Miura Yuichiro, 80, has had four heart surgeries and broke his pelvis and thigh in 2009—but that didn’t stop him from becoming the oldest person to reach the peak of Mount Everest Thursday morning.

“I never imagined I could make it to the top of Mount Everest at age 80,” he said in a satellite phone call to his family from the peak at about 9 a.m. local time on Thursday. “This is the world’s best feeling, although I’m totally exhausted. Even at 80, I can still do quite well.”

He broke the previous record set by Nepal’s Min Bahadur Sherchan, who reached the 29,029-foot-high peak at the age of 76 in 2008. Sherchan, now 81, plans to climb Everest next week; if he succeeds, he will take the record from Miura.

“The record is not so important to me,” Miura told Reuters in April. “It is important to get to the top.”

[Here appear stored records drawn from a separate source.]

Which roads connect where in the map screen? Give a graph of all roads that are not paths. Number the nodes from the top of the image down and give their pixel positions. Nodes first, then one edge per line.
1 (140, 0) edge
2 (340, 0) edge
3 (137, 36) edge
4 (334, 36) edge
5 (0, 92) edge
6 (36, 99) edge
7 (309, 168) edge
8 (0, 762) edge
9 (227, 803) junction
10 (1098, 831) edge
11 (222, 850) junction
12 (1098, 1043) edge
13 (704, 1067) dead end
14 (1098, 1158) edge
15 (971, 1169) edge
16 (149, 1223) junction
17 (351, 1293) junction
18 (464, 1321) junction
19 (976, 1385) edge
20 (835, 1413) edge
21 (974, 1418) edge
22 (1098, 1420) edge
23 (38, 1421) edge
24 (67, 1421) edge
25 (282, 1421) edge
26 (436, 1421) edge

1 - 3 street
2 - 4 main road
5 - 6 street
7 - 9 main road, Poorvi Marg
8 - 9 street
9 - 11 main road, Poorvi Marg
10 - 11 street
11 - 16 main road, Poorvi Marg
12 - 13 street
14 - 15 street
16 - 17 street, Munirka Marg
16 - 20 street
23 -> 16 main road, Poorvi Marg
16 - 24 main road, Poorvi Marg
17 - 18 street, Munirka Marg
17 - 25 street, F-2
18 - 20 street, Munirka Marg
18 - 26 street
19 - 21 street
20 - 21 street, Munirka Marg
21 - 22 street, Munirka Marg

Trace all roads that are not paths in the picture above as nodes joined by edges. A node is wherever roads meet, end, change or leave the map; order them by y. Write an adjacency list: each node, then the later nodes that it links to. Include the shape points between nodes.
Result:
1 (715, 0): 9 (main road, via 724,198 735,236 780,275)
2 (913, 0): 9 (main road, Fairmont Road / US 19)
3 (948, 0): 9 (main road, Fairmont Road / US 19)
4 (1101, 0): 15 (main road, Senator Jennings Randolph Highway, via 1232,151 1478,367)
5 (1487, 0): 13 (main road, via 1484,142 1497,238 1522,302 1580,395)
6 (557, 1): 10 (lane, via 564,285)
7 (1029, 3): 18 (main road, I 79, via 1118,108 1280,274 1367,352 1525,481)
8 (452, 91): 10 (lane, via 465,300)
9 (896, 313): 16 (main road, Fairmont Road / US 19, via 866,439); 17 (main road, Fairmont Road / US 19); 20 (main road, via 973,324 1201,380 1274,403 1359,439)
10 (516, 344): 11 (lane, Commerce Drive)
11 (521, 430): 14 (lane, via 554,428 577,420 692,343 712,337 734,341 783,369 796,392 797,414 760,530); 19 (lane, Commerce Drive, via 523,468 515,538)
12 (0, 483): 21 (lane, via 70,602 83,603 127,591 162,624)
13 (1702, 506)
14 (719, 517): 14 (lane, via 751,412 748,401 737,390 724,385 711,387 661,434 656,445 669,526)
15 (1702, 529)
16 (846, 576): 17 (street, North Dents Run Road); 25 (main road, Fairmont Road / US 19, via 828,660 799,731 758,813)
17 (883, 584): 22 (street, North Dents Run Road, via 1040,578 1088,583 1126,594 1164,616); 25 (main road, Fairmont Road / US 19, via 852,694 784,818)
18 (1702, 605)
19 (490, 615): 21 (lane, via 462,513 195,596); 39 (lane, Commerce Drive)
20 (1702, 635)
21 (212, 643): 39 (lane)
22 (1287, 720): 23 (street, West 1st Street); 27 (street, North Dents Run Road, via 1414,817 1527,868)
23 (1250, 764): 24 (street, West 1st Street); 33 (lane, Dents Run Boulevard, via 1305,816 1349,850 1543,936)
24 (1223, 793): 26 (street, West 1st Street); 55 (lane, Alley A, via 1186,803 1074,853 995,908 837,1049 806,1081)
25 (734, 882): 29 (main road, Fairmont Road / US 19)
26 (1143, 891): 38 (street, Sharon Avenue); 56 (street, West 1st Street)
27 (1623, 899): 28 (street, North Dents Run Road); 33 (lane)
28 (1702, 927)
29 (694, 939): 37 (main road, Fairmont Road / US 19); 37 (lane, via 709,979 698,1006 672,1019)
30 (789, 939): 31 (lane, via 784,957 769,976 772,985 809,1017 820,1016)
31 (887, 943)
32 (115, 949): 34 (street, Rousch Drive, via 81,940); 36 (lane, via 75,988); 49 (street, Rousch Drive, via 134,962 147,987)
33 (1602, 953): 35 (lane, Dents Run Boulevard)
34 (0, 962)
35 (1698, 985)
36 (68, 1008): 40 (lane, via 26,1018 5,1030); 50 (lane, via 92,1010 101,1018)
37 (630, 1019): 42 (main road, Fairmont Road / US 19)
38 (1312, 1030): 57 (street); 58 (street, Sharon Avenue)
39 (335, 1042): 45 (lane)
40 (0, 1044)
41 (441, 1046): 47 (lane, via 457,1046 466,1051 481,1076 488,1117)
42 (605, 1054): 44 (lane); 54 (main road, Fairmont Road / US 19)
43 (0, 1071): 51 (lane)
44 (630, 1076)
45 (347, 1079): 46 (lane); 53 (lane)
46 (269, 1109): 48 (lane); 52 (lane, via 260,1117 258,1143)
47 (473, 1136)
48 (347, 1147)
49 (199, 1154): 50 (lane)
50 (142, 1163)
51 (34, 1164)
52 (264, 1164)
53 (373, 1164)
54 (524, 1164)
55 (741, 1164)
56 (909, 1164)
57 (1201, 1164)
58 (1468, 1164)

Miura also reached the peak in 2003 at the age of 70, and in 2008 at the age of 75. In 1970, he skied down from Everest’s South Col point, approximately 8,000 feet above sea level.

Adventure runs in his blood.

At the age of 99, his father skied down Mont Blanc in the Alps, according to Japan Today. Miura’s son accompanied him on his current climb, along with two other Japanese climbers and six Nepali sherpas.

Miura has suffered from arrhythmia, an irregular heartbeat; he underwent heart surgery in January for the fourth time since 2007. He also broke his pelvis and thigh in a skiing accident in 2009.

At about 4 a.m. local time, Miura’s team posted on Facebook that the weather was calm and Miura was in good condition.

Miura’s ascent has been followed closely by Japanese media, and many Japanese compatriots celebrated Miura’s ascent with comments on his Facebook page.

“Adventures of no age limit!” wrote Kenichi Hamada. Marika Takahashi wrote that she had met Miura in New Zealand last year and was impressed with his “great energy.”

“Congratulations! I am impressed again,” she wrote.

Many others wished him a safe descent and return to Japan.

Sherchan, ahead of his ascent next week, has experienced some digestive problems recently. On Wednesday, however, he said by telephone from the base camp that he was feeling better and “ready to take up the challenge.”

The Associated Press contributed to this report.